▶ **EXERCISE PROMPT**:
Images do not belong in the copy. Retype the entries exactly.

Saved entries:
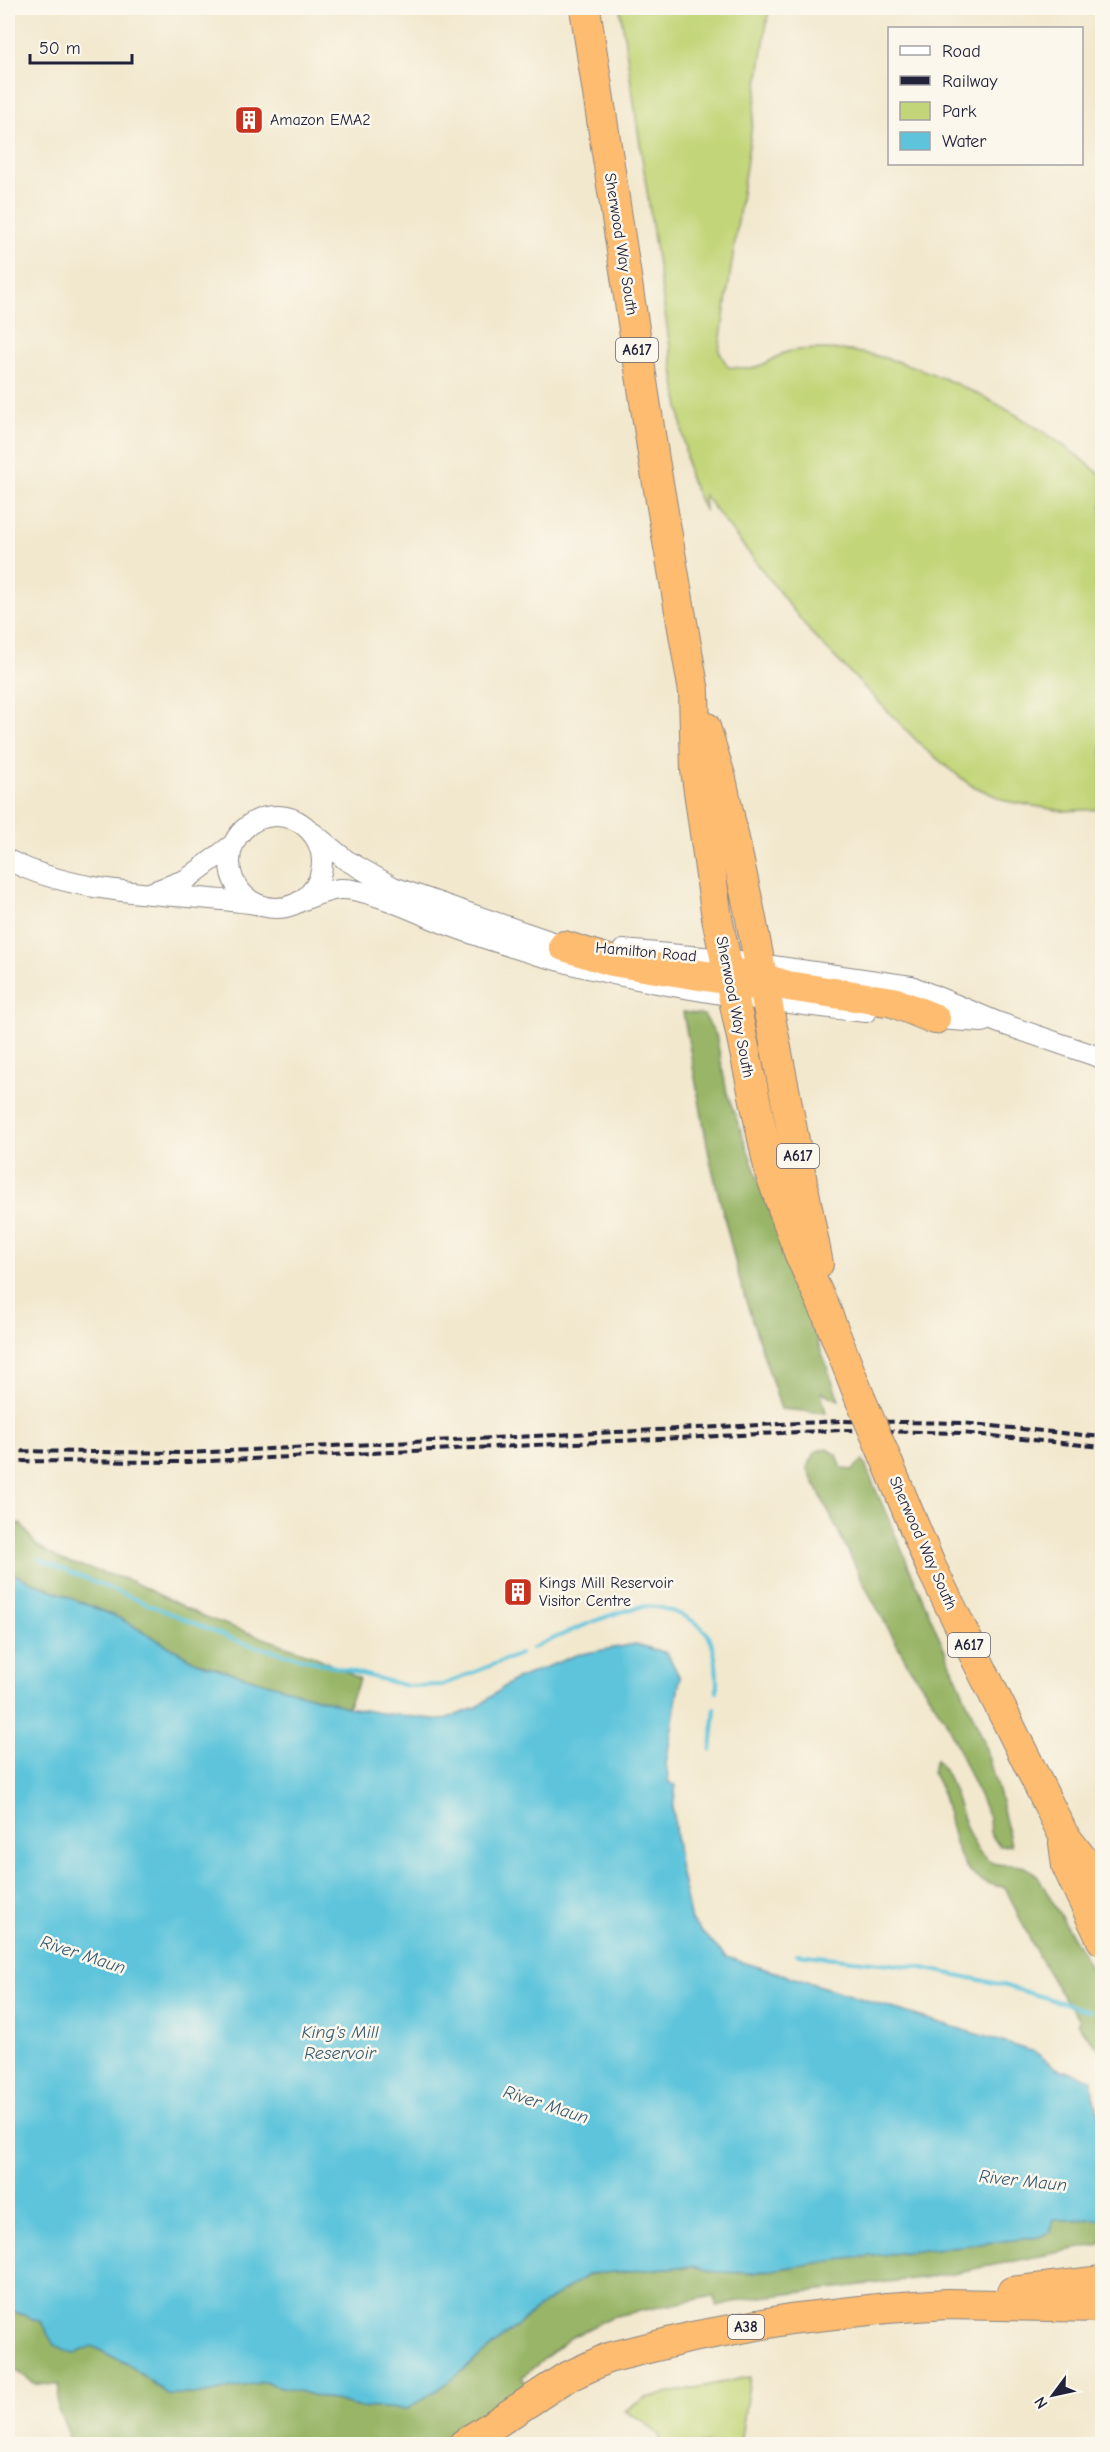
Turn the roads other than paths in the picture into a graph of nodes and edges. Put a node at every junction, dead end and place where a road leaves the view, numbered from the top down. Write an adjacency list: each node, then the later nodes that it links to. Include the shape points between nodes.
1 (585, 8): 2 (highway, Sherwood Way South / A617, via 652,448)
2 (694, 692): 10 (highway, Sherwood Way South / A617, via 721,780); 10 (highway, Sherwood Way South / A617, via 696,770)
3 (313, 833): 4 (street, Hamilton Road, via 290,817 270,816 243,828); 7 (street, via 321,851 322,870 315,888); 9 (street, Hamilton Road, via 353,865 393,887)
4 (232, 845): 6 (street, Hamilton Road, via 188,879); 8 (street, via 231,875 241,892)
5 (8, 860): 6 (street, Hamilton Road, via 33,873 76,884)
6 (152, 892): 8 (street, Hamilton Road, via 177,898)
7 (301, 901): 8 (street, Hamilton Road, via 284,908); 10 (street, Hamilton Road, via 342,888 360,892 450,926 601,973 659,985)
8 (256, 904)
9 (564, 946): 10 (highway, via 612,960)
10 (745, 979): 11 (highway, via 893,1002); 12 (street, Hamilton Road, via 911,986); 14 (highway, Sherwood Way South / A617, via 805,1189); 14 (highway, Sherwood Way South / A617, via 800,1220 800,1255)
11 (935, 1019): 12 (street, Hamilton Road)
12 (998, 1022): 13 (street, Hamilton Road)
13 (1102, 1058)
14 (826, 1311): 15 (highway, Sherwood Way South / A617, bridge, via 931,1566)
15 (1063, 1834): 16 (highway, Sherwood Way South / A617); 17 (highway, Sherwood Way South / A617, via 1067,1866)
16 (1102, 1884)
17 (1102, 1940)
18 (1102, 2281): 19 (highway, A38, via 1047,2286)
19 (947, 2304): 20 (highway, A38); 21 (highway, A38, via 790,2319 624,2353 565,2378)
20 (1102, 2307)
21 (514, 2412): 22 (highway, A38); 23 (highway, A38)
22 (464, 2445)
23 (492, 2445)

▶ **RESPONSE BELOW**:
Turn the roads other than paths in the picture into a graph of nodes and edges. Put a node at every junction, dead end and place where a road leaves the view, numbered from the top down. Write an adjacency list: each node, then the later nodes that it links to. Include the shape points between nodes.
1 (585, 8): 2 (highway, Sherwood Way South / A617, via 652,448)
2 (694, 692): 10 (highway, Sherwood Way South / A617, via 721,780); 10 (highway, Sherwood Way South / A617, via 696,770)
3 (313, 833): 4 (street, Hamilton Road, via 290,817 270,816 243,828); 7 (street, via 321,851 322,870 315,888); 9 (street, Hamilton Road, via 353,865 393,887)
4 (232, 845): 6 (street, Hamilton Road, via 188,879); 8 (street, via 231,875 241,892)
5 (8, 860): 6 (street, Hamilton Road, via 33,873 76,884)
6 (152, 892): 8 (street, Hamilton Road, via 177,898)
7 (301, 901): 8 (street, Hamilton Road, via 284,908); 10 (street, Hamilton Road, via 342,888 360,892 450,926 601,973 659,985)
8 (256, 904)
9 (564, 946): 10 (highway, via 612,960)
10 (745, 979): 11 (highway, via 893,1002); 12 (street, Hamilton Road, via 911,986); 14 (highway, Sherwood Way South / A617, via 805,1189); 14 (highway, Sherwood Way South / A617, via 800,1220 800,1255)
11 (935, 1019): 12 (street, Hamilton Road)
12 (998, 1022): 13 (street, Hamilton Road)
13 (1102, 1058)
14 (826, 1311): 15 (highway, Sherwood Way South / A617, bridge, via 931,1566)
15 (1063, 1834): 16 (highway, Sherwood Way South / A617); 17 (highway, Sherwood Way South / A617, via 1067,1866)
16 (1102, 1884)
17 (1102, 1940)
18 (1102, 2281): 19 (highway, A38, via 1047,2286)
19 (947, 2304): 20 (highway, A38); 21 (highway, A38, via 790,2319 624,2353 565,2378)
20 (1102, 2307)
21 (514, 2412): 22 (highway, A38); 23 (highway, A38)
22 (464, 2445)
23 (492, 2445)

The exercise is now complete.